It took me ages to clip lotus nails first of all I use to do one at a time like one a day coz she was going mental wriggling now she lays there and goes to sleep whilst I clip and shave

I would literally spend a few minutes every day going over her get people to go iver her she needs to be ok coz when she goes to the vets or ets spayed she is gonna have a hissy fit


----------



## Lisajazzi (Oct 27, 2010)

Yep shes very naughty when I am trying to see to her. I put her in her pen when she was mad earlier and waited for her to calm - when she was calm we did some ear examinations - three rounds of both ears with no problems. I gave her a treat after each session as she was really good. 

When I first had her she spent the weekend at the emergency vet - and I think she was poked and prodded and jabbed and it wasn't nice. So now she's not good at all as before then she was great. 

I am going to give her lots of examinations and nail trimming and teeth examination and stuff every day as part of her training and hope it works out. 

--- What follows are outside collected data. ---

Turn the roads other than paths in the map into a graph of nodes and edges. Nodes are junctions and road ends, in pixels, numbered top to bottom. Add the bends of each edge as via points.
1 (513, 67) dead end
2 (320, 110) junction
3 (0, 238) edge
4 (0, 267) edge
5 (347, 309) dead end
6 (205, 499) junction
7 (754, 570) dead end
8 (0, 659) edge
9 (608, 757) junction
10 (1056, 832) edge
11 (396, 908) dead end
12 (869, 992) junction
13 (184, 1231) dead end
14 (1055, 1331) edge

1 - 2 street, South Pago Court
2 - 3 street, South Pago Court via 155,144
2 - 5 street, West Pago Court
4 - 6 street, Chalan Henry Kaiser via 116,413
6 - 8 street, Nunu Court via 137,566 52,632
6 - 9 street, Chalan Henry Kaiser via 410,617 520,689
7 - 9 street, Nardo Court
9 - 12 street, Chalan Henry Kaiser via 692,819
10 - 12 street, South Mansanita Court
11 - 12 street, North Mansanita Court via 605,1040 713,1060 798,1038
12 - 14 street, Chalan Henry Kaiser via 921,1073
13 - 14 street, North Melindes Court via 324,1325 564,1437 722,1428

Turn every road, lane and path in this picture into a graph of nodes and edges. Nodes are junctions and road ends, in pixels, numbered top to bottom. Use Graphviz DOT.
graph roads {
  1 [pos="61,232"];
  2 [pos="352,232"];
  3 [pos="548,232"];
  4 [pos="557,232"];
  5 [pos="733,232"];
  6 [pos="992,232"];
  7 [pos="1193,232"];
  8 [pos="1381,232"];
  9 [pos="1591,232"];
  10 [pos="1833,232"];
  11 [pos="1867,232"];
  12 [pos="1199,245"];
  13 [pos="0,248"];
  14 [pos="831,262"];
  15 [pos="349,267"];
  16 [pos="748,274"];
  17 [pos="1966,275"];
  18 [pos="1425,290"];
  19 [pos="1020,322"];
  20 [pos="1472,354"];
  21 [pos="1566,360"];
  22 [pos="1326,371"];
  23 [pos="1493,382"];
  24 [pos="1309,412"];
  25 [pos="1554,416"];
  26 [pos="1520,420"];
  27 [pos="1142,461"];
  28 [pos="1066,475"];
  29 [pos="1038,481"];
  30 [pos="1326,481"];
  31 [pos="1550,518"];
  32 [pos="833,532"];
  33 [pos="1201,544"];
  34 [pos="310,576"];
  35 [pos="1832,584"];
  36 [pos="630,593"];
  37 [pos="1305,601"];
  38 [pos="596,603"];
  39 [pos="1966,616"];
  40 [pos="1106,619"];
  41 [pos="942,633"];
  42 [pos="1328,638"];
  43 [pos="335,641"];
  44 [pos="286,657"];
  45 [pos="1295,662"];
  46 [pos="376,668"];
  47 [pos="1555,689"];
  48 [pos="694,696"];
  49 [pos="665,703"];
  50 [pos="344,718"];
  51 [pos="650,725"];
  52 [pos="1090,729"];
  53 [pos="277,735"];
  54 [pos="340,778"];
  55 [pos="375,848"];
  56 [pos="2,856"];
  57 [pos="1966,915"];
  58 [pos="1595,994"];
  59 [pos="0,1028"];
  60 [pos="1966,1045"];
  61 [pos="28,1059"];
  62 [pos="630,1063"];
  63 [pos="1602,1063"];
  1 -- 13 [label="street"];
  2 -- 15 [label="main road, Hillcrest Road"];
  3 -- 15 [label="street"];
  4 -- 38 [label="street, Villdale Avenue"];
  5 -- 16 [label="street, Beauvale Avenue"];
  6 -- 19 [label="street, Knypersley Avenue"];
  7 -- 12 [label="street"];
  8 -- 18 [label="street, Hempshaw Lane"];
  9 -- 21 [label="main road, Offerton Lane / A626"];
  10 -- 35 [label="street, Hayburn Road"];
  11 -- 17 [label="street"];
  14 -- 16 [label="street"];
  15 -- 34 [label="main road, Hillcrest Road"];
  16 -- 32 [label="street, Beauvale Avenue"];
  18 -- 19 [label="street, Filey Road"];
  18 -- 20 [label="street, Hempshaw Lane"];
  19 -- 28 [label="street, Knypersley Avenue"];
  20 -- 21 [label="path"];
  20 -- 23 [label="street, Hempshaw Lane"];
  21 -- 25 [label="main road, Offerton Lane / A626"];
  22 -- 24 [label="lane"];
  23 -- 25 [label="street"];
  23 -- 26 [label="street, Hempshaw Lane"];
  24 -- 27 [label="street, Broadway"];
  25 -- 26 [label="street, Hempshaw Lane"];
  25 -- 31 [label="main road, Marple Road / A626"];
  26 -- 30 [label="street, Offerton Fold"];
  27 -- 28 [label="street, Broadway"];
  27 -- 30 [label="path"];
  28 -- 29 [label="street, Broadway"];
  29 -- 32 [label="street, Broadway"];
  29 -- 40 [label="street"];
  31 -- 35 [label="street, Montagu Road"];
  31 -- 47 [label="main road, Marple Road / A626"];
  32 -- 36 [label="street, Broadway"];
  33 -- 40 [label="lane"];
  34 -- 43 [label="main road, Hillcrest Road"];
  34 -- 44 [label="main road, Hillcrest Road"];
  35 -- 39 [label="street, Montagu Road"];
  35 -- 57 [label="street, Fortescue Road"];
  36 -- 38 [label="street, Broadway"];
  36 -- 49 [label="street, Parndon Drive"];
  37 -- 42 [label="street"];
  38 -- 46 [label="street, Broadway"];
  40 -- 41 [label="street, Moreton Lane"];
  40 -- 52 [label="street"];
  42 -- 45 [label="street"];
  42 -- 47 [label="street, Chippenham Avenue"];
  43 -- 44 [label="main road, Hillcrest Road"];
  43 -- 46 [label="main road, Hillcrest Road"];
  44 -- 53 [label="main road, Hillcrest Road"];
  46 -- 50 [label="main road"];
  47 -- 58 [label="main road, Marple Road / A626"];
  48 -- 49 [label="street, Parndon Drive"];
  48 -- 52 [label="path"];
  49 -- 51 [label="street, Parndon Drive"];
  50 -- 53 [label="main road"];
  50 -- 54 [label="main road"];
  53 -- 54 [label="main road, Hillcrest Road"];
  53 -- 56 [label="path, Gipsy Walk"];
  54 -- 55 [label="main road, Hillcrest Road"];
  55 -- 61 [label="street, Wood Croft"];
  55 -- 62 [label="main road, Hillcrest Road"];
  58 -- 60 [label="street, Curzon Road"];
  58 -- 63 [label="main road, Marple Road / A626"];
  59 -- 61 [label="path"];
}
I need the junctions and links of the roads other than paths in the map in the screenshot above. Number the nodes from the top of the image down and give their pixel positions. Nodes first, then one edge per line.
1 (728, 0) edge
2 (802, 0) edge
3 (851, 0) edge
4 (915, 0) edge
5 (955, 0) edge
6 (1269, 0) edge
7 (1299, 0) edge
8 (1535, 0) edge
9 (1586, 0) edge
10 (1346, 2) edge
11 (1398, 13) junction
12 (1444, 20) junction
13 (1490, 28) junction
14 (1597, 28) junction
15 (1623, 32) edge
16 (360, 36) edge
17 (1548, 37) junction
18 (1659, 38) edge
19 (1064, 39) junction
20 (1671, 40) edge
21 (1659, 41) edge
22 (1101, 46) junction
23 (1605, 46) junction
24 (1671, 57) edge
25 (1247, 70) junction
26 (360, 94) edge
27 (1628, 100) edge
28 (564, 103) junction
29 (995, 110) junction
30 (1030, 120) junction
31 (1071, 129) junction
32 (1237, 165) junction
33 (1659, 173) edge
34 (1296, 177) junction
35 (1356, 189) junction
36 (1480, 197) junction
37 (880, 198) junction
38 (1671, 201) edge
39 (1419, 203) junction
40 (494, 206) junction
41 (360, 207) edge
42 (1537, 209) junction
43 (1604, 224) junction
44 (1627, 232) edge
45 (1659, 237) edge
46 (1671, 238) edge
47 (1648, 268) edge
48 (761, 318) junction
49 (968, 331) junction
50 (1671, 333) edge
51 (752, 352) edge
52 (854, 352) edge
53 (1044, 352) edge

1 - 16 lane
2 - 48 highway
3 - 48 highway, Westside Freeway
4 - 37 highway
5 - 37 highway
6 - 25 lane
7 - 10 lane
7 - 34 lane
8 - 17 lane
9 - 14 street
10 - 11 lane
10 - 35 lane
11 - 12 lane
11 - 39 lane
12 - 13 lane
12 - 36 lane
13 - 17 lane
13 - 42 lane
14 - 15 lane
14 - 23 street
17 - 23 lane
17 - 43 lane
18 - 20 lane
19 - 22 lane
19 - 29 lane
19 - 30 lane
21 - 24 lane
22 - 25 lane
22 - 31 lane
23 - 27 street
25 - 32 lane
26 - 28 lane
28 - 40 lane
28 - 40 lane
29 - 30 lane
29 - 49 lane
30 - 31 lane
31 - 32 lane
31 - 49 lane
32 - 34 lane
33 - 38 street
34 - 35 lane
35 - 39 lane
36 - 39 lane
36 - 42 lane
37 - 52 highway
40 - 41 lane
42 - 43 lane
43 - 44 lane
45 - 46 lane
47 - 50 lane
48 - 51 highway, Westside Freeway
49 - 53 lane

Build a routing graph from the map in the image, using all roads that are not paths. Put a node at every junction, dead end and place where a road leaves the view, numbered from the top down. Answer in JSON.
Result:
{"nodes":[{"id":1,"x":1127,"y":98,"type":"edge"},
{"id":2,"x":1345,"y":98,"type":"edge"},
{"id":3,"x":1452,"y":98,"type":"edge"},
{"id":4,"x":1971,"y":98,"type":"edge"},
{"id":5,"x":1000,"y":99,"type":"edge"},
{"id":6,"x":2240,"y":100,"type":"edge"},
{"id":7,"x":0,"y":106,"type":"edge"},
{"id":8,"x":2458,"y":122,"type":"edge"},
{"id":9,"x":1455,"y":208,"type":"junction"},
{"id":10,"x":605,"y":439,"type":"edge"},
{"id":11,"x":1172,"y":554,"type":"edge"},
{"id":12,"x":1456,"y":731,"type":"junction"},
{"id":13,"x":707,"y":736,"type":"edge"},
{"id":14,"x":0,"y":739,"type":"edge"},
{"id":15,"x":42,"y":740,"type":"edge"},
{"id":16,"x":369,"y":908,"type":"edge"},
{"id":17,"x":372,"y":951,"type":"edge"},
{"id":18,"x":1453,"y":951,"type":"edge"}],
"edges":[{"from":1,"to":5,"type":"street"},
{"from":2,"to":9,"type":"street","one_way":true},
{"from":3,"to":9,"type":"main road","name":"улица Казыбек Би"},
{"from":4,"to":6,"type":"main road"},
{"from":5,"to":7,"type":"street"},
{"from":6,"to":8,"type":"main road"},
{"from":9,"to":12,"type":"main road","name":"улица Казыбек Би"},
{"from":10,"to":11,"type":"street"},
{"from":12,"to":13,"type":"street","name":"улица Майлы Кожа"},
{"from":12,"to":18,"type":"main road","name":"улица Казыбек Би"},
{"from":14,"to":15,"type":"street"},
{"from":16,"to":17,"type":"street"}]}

As for vets - she goes into meltdown when we go there, she's a complete mess. Yes not looking forward to that much. I am at the vet alot as I run a rescue, I think I'll take her for some of the guinea pig visits and maybe it will ease her fear of the vet if we come away with her not being examined.


----------



## Lisajazzi (Oct 27, 2010)

oh and she forgot all about her ears, nothing since this afternoon it was about 10 minutes of scratching.


----------



## 18453 (Feb 6, 2010)

She still shouldn't bite you what was her parents temperaments like?

I do thorough examinations all the time both mine hated it before treats work wonders with the vets get them to give er treats daisy sits on my head lotus just hides they hate it too


----------



## Lisajazzi (Oct 27, 2010)

Yes I should know about her parents, however I was very niave and don't. I did meet them. They were kept in kennels outside, she came from a BYB. Mum seemed pretty submissive, not sure about dad, if I'm honest I can't even remember him. 

I got my other dog from a market, she's a collie cross and she was a hyper pup but has always been so sweet and kind, never tried to bite, not growled. She's a perfect family dog and we have been lucky as she wasn't particularly trained or anything, we just got lucky with her.

Pixel is a big ball of trouble, she's hyper and other than her attacking when she's freaked out she's great. I did a flea spot on on her the other day and she freaked out SO bad. She was practically hyperventialting and she was doing the snarling and biting.

I have bathed her and had no problems and I play with her paws all the time and she doesn't do anything.

I have had a read of the program you mentioned, It sounds good and pretty spot on. I'm sure she does think she's at the top in this house, everyone adores her and is far too in her face. I think we need a plan before she is in charge of everyone. I do training with her and she'll do so many commands for me, but I don't think that's too much to do with her attitude, more to get the treats on offer.

I take toys off her regularly and make her leave them alone - she didn't used to like that but now she goes and finds something else when I take something. I think it's getting there but she still rules the roost too much.


----------



## 18453 (Feb 6, 2010)

Take her to obedience classes that really helps!!

You got her young too right?? It sounds like she wasn't handled at all as a baby which doesn't surprise me at all  

I would deffo so making some strict rules with the entre family and follow them nip it in the bud now or shell end up like that sterotypical chi no one likes


----------



## ExoticChis (Jun 20, 2010)

Sarah has given you some wonderful advice I hope it all works, nothing worse then a chi that bites


----------



## Lisajazzi (Oct 27, 2010)

Trust me I amdoing everything in my power to make sure we don't have a biter - I have kids!

I am doing lots of training and obedience with her along with the kids doing it too. We are all taking things off her with an OFF command and then praise and giving it back. Toys, food, everything.

I'm brushing her every day to get her desensitized and examining her all the time - she's not tried it on since that last time thankfully. 

If she becomes a badly behaved dog whisperer case I'll be very surprised! (although I do think the potential is there if she's not taught how to behave)


----------